Playing God like today’s America, Britain had become accustomed to ignoring local opinion.  It did not matter that 90 percent of Palestine’s inhabitants at that time were non-Jewish.  The population equation would soon change with the movement of Jewish settlers and refugees from Europe.  Mesopotamia itself had been the home of various tribes, including the Kurds, Sunni Arabs, and Shiite Arabs who preferred to live apart from one another.  But Britain proceeded to form a modern Iraq by bringing under one centralized administration these heterogeneous peoples. The rebellion of the Kurdish people, who were nearly massacred by Saddam Hussein in 1988, testifies to this colonial foolishness.

More than that, Britain brought in a monarch from outside, Prince Feisal, after he was kicked out as King of Syria by the French.

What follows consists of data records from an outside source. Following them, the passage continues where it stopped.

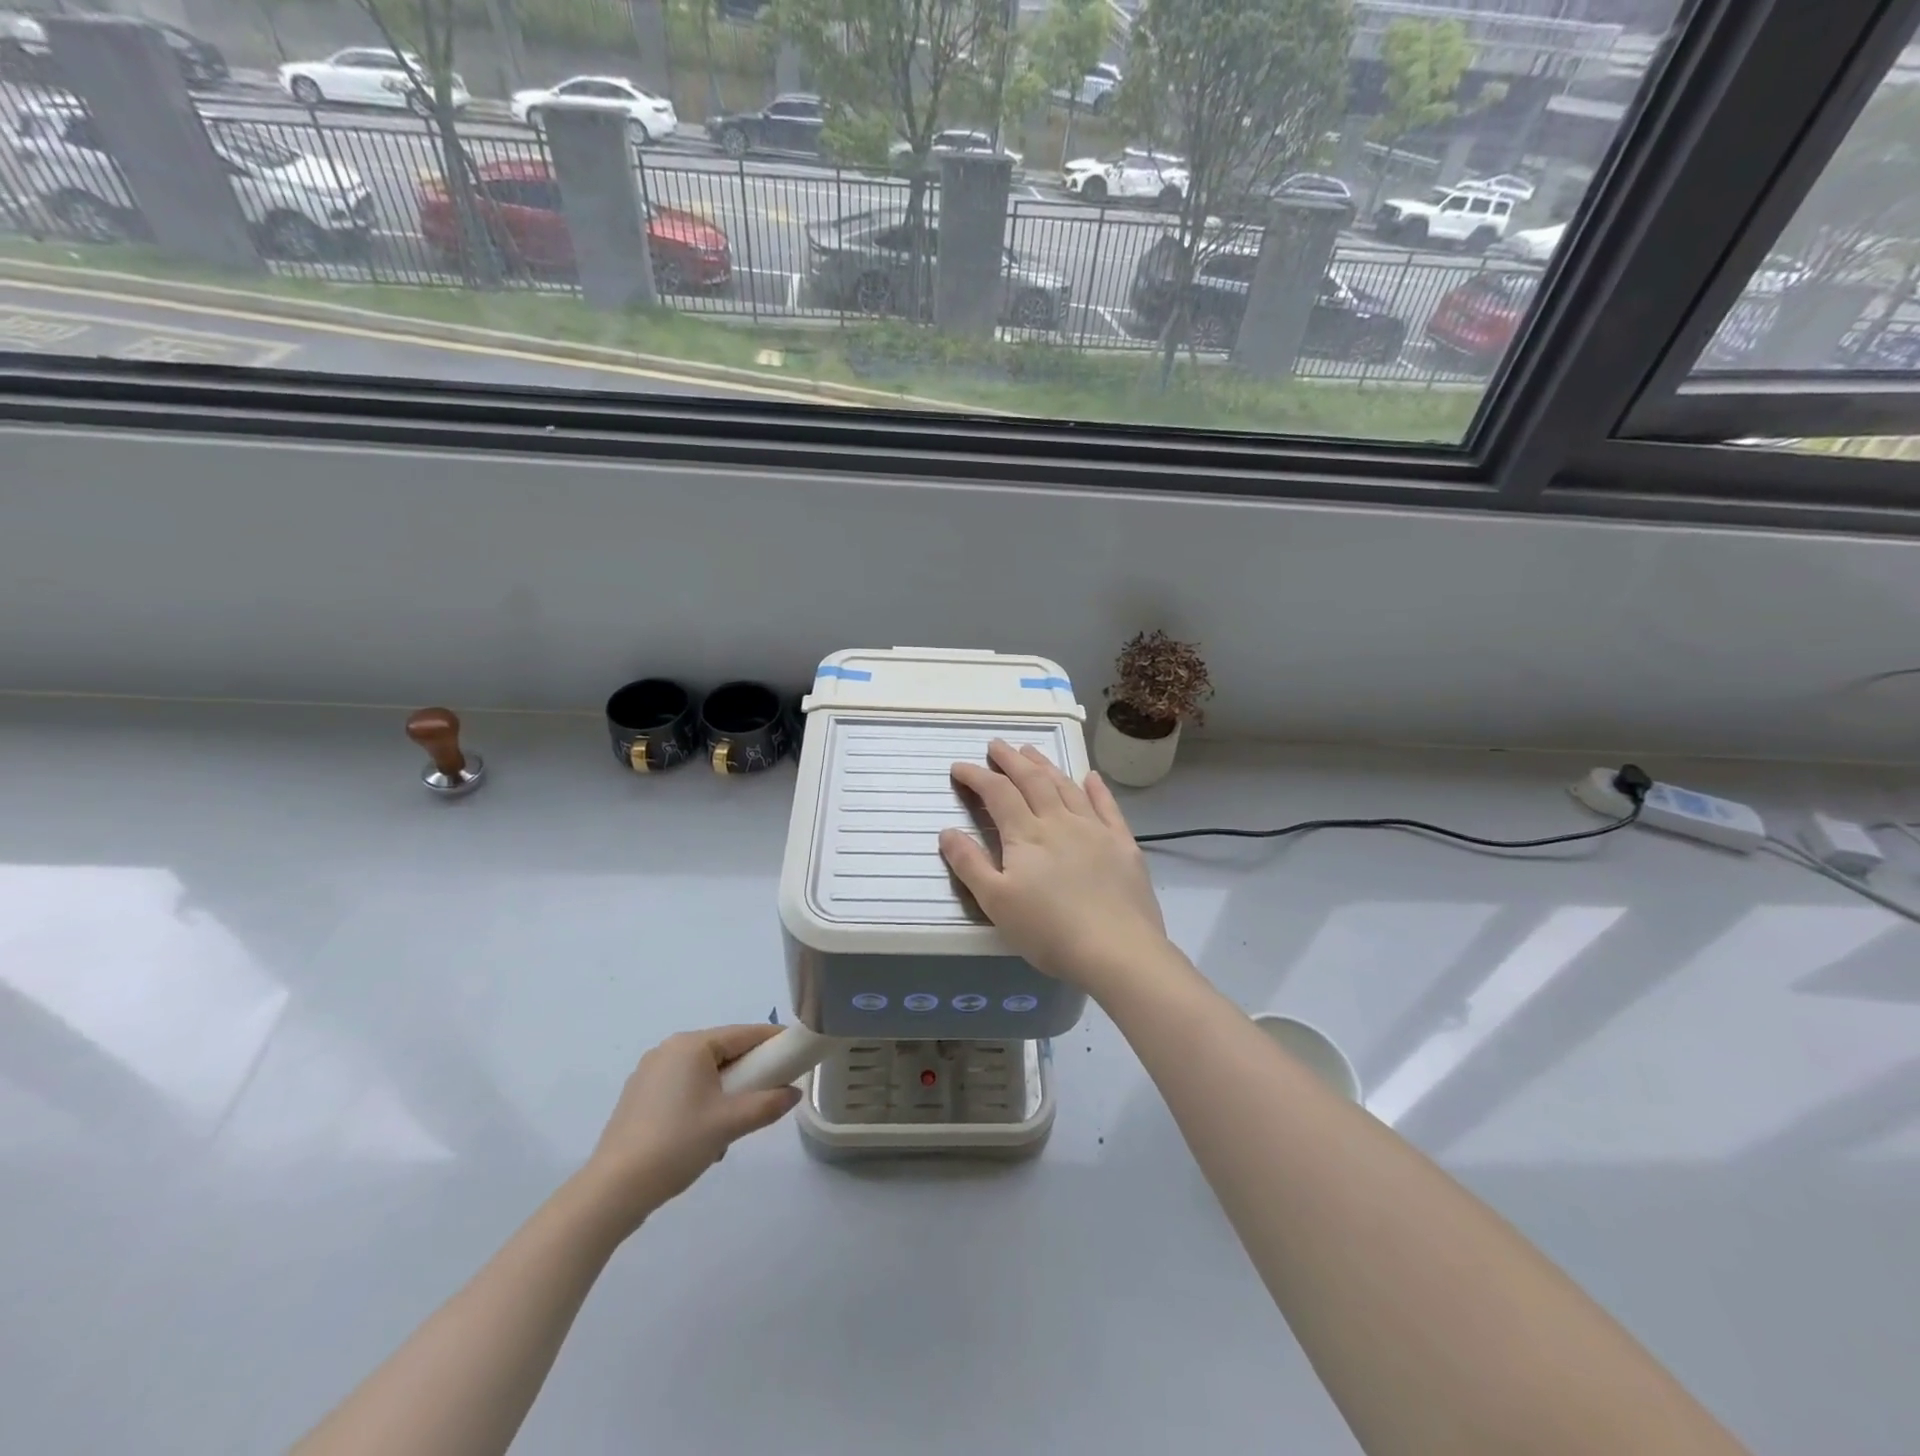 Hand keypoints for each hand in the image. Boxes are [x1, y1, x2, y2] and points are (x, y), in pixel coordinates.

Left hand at [582, 1025, 800, 1231]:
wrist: (612, 1191)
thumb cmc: (676, 1144)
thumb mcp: (730, 1124)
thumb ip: (768, 1104)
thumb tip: (794, 1093)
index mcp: (691, 1045)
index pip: (744, 1034)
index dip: (773, 1042)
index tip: (796, 1054)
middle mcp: (669, 1049)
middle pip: (723, 1052)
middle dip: (748, 1073)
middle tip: (768, 1096)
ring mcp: (649, 1073)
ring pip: (703, 1073)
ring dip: (724, 1093)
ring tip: (730, 1128)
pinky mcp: (638, 1097)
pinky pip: (683, 1088)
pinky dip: (701, 1102)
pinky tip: (702, 1136)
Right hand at [939, 740, 1169, 992]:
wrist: (1117, 950)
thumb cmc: (1048, 931)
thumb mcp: (996, 903)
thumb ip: (969, 864)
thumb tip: (947, 831)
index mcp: (1026, 834)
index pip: (997, 793)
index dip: (976, 776)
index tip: (959, 767)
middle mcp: (1060, 821)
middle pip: (1033, 780)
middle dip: (1011, 760)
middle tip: (996, 745)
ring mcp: (1095, 829)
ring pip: (1067, 786)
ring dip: (1046, 766)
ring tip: (1031, 751)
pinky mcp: (1123, 844)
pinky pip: (1107, 806)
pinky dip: (1096, 788)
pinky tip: (1091, 777)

Feisal had fought loyally with Lawrence in the campaign against the Turks, and the British wanted to reward him.  The British remained in Iraq for 36 years, until 1956.  Their rule was fiercely resisted by the nations it had brought under its dominion, and, later, even by the Army itself, its own creation.

Throughout the Second World War and the Cold War, the Iraqi state served as a loyal Western outpost, staunchly secular and anticommunist.  But just two years after the British left, the military staged a coup, slaughtered the royal family, and destroyed the British embassy.  From then on, Iraq was governed either by the military or the Ba’ath Party, which outdid one another in ruthlessness.  In 1968, Saddam Hussein outwitted both and, with the help of a brutal secret police, became Iraq’s dictator.

Saddam turned Iraq into the region’s most modern and technologically advanced country.  He is indeed, as Powell describes him, a “secular tyrant.”  But throughout the ‘70s and ‘80s, this scoundrel’s most abiding allies were none other than the US and Britain.  As the journalist Charles Glass tells it: “He is the same gangster to whom the US supplied satellite reconnaissance photographs, loans, dual-use technology and diplomatic support.”

How could the US and Britain have failed to detect the evil in the man they now consider its very personification?  Maybe the man hasn’t changed, but American and British interests have.